Com parte dos debates esvaziados, o local de maior público foi o Teatro Dante Barone. Durante todo o dia, o local sediou as apresentações culturais evento, com destaque para artistas participantes do Fórum Social Mundial da Pessoa Idosa. Ainda assim, a plateia esteve longe de lotar as 557 poltronas.
Segundo a Comissão Facilitadora do Fórum, a maioria dos seminários são geridos pelas próprias entidades que promovem os debates e mesas-redondas. A autonomia impede que a organização do evento tenha controle sobre o comparecimento de conferencistas ou mesmo a realização de cada atividade.
— A gente lamenta, também fica chateado, mas não recebemos nem os nomes de quem vai falar. São atividades autogestionadas. Nós só viabilizamos as condições de local e a infraestrutura. Mas recém foi o primeiro dia. As grandes mesas começam terça-feira e vão movimentar bastante a Assembleia — afirma Ricardo Haesbaert, membro da Comissão Facilitadora.
Nesta terça-feira (24), uma das principais atrações será a presença da presidente nacional do PT, Gleisi Hoffmann, que participa de um painel sobre O Brasil que Queremos Construir. Na quinta-feira, são esperadas as ministras da Saúde, Nísia Trindade, e do Meio Ambiente, Marina Silva. No mesmo dia, ocorre uma marcha pelas principais avenidas do Centro Histórico, um das ações mais tradicionais e marcantes do Fórum.

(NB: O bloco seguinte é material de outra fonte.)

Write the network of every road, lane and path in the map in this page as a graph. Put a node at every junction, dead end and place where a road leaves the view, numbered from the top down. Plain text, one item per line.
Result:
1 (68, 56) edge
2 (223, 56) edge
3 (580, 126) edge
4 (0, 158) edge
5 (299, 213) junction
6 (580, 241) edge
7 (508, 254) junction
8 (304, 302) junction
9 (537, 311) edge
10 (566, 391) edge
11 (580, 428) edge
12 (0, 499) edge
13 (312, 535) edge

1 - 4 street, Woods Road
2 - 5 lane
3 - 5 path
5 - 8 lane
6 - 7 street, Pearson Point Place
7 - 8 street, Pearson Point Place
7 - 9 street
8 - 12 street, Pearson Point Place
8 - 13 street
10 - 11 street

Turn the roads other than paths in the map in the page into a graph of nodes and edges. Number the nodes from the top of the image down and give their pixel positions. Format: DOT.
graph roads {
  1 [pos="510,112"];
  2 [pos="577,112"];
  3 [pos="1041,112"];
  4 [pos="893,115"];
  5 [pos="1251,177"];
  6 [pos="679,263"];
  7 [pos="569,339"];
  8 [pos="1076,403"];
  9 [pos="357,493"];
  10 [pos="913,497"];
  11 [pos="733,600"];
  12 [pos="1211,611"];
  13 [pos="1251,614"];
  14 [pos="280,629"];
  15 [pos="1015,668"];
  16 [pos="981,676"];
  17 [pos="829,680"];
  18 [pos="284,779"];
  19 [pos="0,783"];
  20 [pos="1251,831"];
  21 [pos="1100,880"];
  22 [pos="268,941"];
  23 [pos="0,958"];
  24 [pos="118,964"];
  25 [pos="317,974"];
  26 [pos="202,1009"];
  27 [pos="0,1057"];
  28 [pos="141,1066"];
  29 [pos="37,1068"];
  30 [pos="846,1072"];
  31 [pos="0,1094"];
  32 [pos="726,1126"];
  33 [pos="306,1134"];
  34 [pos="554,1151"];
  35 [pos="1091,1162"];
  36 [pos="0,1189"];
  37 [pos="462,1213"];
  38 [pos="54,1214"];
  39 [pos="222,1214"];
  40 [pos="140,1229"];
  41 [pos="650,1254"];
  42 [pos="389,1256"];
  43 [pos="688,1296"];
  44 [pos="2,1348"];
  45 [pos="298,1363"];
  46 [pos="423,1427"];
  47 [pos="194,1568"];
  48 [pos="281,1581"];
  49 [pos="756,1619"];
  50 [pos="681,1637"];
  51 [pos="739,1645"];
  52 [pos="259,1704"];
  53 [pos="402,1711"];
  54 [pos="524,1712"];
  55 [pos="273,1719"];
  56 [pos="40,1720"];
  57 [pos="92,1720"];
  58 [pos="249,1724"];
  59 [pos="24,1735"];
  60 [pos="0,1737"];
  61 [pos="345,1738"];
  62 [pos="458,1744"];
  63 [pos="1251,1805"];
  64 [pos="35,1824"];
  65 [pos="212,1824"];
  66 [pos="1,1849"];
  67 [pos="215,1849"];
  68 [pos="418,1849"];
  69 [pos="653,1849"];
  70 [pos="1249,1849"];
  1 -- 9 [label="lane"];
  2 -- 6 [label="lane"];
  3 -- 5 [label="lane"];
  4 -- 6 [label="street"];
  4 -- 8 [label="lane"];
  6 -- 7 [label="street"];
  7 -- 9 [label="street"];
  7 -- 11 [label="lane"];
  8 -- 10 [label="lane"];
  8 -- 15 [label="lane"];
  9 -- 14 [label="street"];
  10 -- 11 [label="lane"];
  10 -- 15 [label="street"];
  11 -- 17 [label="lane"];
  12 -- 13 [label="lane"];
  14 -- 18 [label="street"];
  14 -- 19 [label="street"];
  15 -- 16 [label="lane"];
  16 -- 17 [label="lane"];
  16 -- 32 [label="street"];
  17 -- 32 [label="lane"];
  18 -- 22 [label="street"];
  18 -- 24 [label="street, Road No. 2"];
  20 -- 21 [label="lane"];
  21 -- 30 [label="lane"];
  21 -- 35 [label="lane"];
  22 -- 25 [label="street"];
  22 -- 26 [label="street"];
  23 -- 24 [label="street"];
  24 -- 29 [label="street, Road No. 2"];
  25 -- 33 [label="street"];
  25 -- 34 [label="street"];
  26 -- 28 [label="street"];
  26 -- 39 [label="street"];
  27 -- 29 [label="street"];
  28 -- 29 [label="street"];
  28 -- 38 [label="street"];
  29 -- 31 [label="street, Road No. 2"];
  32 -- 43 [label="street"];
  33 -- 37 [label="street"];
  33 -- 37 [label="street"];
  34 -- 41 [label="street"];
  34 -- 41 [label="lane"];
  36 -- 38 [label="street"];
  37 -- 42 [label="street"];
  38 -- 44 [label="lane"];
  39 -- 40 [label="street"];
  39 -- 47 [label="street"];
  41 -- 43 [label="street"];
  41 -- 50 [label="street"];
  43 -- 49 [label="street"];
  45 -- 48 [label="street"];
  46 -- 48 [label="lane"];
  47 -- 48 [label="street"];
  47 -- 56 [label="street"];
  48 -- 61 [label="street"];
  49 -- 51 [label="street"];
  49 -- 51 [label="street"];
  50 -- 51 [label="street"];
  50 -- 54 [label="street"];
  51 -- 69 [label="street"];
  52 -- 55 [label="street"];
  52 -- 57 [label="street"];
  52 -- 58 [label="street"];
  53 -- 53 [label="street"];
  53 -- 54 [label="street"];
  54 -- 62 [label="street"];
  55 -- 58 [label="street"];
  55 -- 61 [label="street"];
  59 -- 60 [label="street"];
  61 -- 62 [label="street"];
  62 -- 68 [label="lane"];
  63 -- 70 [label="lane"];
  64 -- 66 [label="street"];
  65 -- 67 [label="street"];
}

Segundo Haesbart, o objetivo da edição deste ano é discutir questões como feminismo, racismo, defesa dos povos originários e da democracia. Apesar de ostentar o mesmo nome do evento global de contraposição ao Fórum Econômico de Davos, a edição de 2023 é um evento regional, realizado sobre chancela do conselho internacional que rege o Fórum Social Mundial.
— Estamos reforçando a luta contra o fascismo, em crescimento no mundo todo, defendendo a democracia, sempre sob a insígnia de que um outro mundo é possível. Mas não é uma edição internacional do Fórum Social Mundial como tivemos lá no início dos anos 200o e que trouxe mais de 100 mil pessoas a Porto Alegre. É um evento menor e que busca nos credenciar para trazer de volta o Fórum internacional para Porto Alegre em 2024 — explica Haesbart.
É um sentimento semelhante que move a arquiteta paulistana Sílvia Mariutti. Caminhando pela Assembleia, recolhendo panfletos sobre cada atividade e conversando com ativistas dos mais diversos cantos do país, a especialista em habitação social espera ver de novo o espírito transformador que presenciou em Porto Alegre nas edições de 2003 e 2005.
— O Fórum é uma maneira de reunirmos as pessoas que percebem como um outro mundo não só é possível como é necessário. Aqui a gente encontra gente do mundo inteiro, que tem desafios parecidos e consegue trocar experiências capazes de fazer as pessoas viverem da melhor maneira possível. Eu amo o Fórum — encanta-se Sílvia.